Inside the marble room, I looked at Ada and she shook her head. She wasn’t looking for anything. She didn’t believe in that anymore.
“Are you sure?” I asked her.
She shrugged, wrapping her arms around herself. “I found him and he makes me happy. That’s enough for me. Who needs a forever?”
I nodded. “No wahala. Whatever you want.”
I turned back to him. “I don’t want a relationship from you,” I said, as if none of it was a big deal. I was cool, languid, casual. “I like you. You like me. It’s that simple.”
Ewan laughed and Ada smiled back at him and the bubble stayed safe. In his bed that night, Ewan held her face and kissed her for all the time they had waited. When Ada kissed him back, it was very different from their first kiss, the one that happened before I was born. She hadn’t known desire then. This time, she had me, and he had com
e back, and so she drank smoke from his mouth like it was air. I barely even had to be there.
His girlfriend remained a pale face in a picture frame on his dresser. Ada continued to flow through Ewan’s life: nothing holding her, nothing keeping her, nothing pushing her away. One night at the Irish pub, she danced to a Shakira song with a Brazilian friend, their hips intimate, moving in a way a white boy’s couldn’t. Ewan smiled at her from the bar where he was standing with his friends.
“I wasn’t in the least bit jealous, you know,” he told her afterward, when she was back in his arms.
“Why not?” she asked.
Ewan smiled again, assured. “I know it’s me you like.”

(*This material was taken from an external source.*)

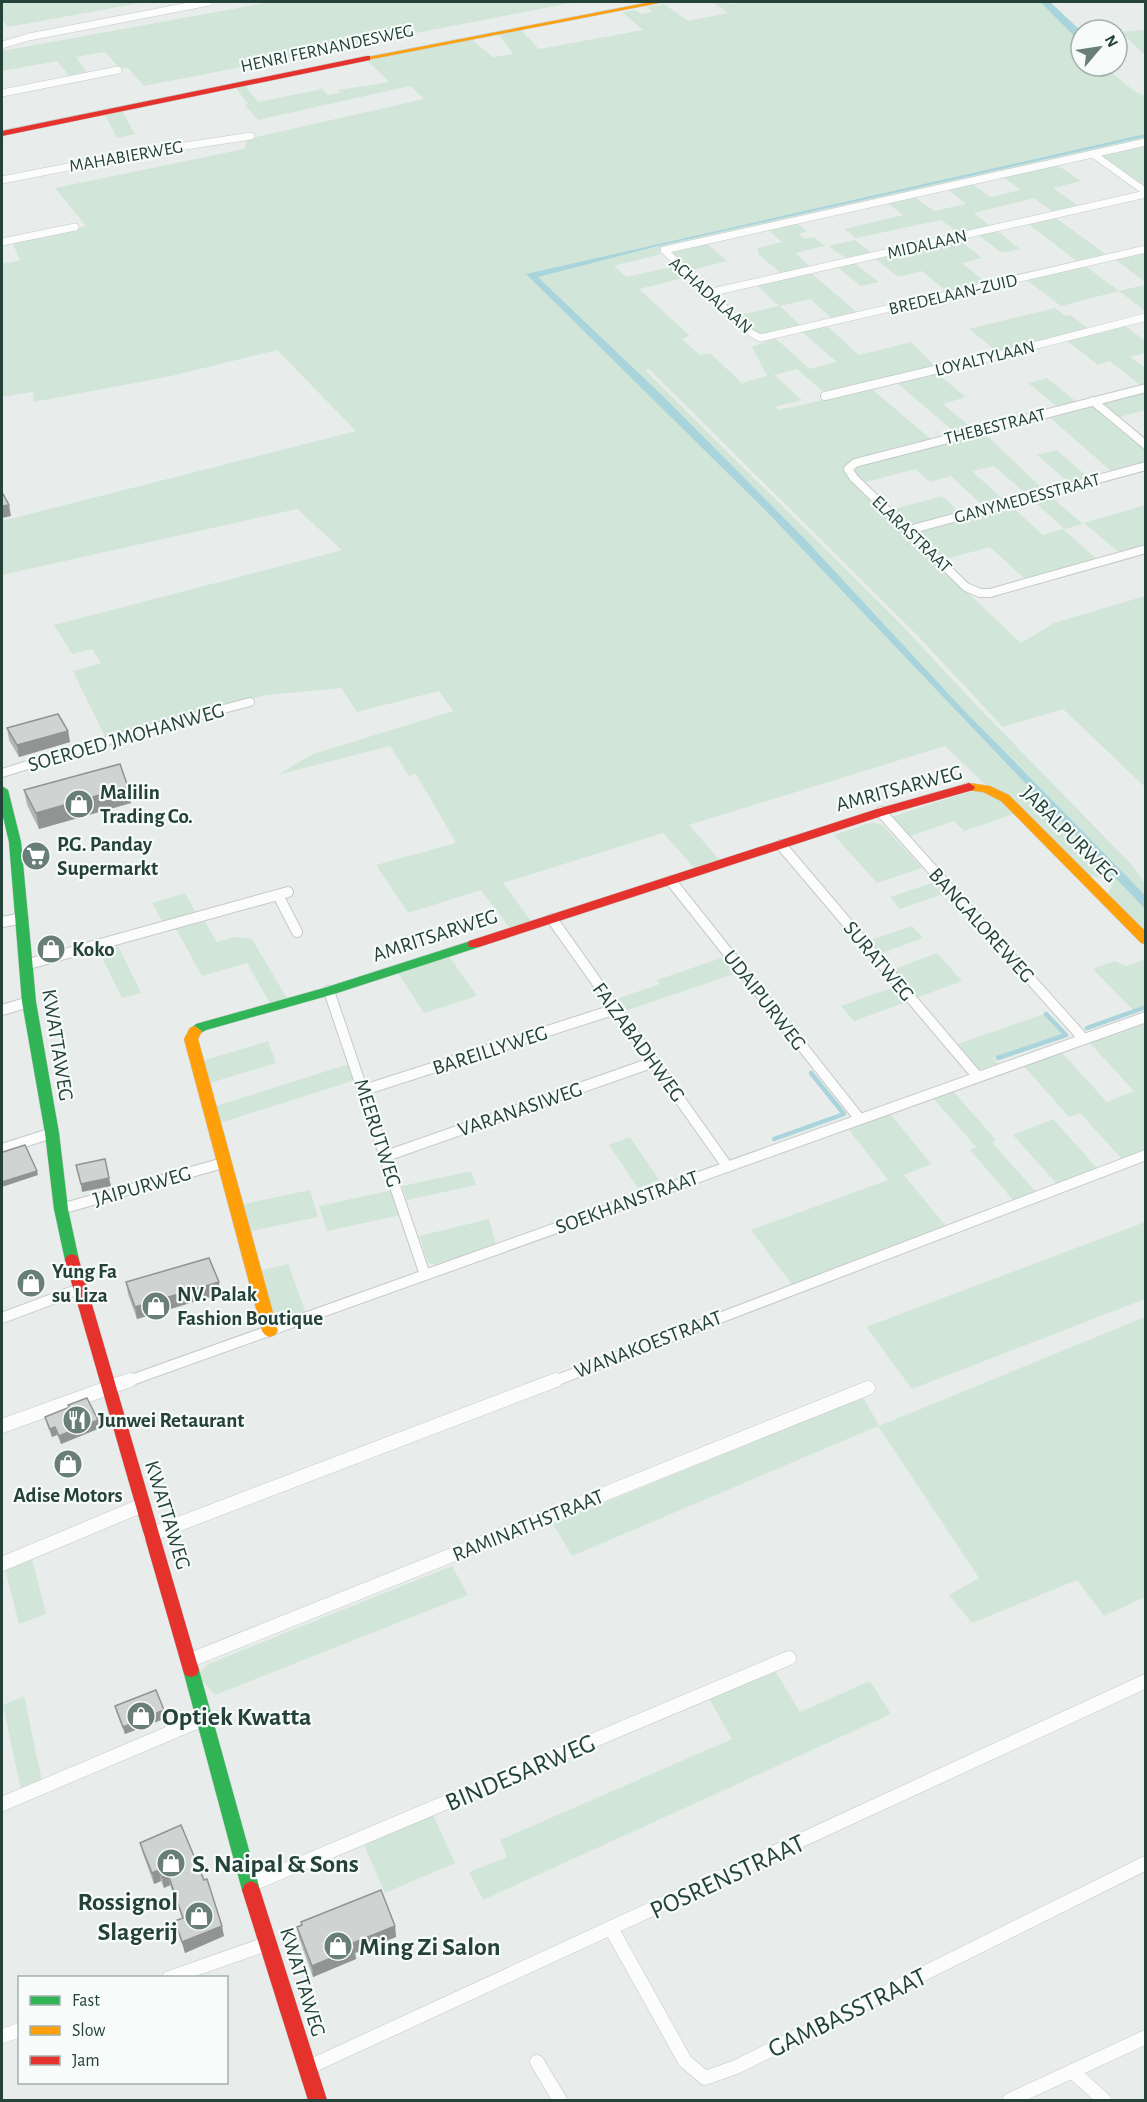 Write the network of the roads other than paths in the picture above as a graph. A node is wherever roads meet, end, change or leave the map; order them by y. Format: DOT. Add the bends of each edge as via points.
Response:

He was right. Still, for a while all they did after these nights out was curl up in his bed, make out, and then sleep. Everyone knew about them. His best friend couldn’t believe they hadn’t fucked yet. Even me, sef—sometimes I couldn’t believe we hadn’t fucked yet. Luka had pulled back from Ada because he and Ewan were good friends and it was clear who she’d chosen. I knew it was the right choice. Everything with Ewan was moving at a different pace, one I wasn’t interfering with, one that no one had given Ada before. I wasn’t going to fuck that up for her. My job was just to be there if she needed me. Besides, I liked Ewan. He was a typical bad boy, after all—older, popular, a writer who drank all the time and smoked weed and cigarettes and blacked out regularly. Ada was the model student—she was both president of her graduating class and, at nineteen, the youngest person in it. Everyone at the school, like in Georgia, only saw her and couldn’t see me. It was fine. No wahala. They didn’t need to see me for me to be who I was.